The use of nano-technology and the application of products containing nano-scle particles have been increasing. It is likely that with increased production of nanomaterials that there will be a net flux into the environment. Assessment of the potential risk of these releases and the extent of required restoration efforts will require understanding of the reactivity and mobility of nanomaterials in the environmental setting. Although, lab synthesized nanoparticles, for which the characteristics are easy to control, are the main source for most current studies on nanoparticles implications, the transport and fate of commercial available nanoparticles has greater practical importance. Electrophorosis studies showed that isoelectric points of these nano-particles vary over a wide range and impurities contained in these commercial nano-particles. Inductively coupled plasma emission spectroscopy (ICP) was employed to trace the impurities in the commercial nanoparticles, which might impact the point of zero charge of the particles. Sorption phenomena significantly affected the transport, retention and ultimately fate of nano particles in soils and subsurface systems.

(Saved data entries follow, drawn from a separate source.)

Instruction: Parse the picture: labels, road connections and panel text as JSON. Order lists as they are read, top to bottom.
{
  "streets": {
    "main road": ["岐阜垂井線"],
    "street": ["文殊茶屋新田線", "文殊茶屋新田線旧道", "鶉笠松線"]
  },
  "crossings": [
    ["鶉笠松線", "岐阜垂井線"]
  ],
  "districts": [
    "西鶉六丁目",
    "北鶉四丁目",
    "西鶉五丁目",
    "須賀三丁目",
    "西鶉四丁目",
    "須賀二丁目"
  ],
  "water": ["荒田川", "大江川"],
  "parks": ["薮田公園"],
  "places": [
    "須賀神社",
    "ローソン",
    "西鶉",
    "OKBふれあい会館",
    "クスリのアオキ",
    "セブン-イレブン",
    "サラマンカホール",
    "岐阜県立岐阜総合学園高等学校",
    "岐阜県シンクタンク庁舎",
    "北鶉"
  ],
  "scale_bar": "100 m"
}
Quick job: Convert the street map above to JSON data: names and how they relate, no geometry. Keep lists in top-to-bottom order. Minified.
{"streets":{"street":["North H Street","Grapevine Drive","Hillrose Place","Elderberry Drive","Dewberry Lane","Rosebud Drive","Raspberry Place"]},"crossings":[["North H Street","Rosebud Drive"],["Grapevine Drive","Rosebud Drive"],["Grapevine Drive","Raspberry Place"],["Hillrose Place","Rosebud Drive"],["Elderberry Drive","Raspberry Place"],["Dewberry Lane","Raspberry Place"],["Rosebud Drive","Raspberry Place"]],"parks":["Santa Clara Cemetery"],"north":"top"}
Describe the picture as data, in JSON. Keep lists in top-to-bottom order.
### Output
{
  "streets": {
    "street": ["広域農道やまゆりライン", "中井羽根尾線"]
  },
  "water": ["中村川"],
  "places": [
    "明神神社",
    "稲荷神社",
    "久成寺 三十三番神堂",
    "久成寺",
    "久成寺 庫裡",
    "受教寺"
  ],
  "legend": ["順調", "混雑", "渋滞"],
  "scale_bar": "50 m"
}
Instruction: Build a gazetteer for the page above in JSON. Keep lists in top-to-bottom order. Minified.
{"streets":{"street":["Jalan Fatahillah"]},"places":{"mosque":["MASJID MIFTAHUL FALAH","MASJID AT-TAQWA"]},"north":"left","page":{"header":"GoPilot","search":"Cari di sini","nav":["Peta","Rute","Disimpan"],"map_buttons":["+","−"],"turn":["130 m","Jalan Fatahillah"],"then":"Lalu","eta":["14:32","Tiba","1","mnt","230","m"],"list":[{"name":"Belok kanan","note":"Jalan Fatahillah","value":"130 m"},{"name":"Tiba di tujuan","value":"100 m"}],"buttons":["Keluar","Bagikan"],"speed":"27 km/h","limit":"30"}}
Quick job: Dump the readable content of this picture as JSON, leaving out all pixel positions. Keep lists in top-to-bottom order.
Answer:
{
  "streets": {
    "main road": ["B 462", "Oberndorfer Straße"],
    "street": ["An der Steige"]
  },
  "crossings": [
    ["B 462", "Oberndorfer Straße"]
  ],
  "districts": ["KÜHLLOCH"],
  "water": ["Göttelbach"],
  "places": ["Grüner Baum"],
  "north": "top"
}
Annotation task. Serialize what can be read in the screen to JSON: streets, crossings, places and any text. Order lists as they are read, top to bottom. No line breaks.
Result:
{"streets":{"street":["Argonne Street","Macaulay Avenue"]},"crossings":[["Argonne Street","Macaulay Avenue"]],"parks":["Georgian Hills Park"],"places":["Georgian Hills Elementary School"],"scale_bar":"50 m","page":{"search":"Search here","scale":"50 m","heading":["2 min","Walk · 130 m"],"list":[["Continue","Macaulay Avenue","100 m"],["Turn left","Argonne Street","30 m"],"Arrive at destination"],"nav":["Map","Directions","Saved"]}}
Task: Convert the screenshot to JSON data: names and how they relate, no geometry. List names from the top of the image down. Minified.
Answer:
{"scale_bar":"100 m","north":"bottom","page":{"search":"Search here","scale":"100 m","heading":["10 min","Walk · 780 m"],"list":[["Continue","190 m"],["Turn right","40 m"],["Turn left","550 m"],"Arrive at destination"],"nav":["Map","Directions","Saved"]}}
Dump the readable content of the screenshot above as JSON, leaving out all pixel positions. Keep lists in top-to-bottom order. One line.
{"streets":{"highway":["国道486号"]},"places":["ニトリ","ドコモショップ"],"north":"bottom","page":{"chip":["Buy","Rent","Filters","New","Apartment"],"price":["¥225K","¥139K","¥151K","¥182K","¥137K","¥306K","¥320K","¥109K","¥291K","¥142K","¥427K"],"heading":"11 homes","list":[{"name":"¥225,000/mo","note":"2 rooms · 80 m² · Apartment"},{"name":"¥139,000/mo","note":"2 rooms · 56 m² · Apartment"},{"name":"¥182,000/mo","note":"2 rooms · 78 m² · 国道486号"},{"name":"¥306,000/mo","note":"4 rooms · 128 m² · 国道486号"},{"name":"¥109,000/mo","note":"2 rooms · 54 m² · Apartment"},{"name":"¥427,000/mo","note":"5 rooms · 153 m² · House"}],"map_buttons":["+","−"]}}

Particles transport through the column was experimentally measured and mathematically modeled. Electrolyte concentration and the presence of natural organic matter have significant influence on zeta potential, and transport of the particles has been studied. The results were correlated with the stability of nanoparticle in suspension the experimental data on their transport through sand-packed columns. Theoretical relationships are derived to link experimentally measured zeta-potential quantities of nanoparticles with classical DLVO theory.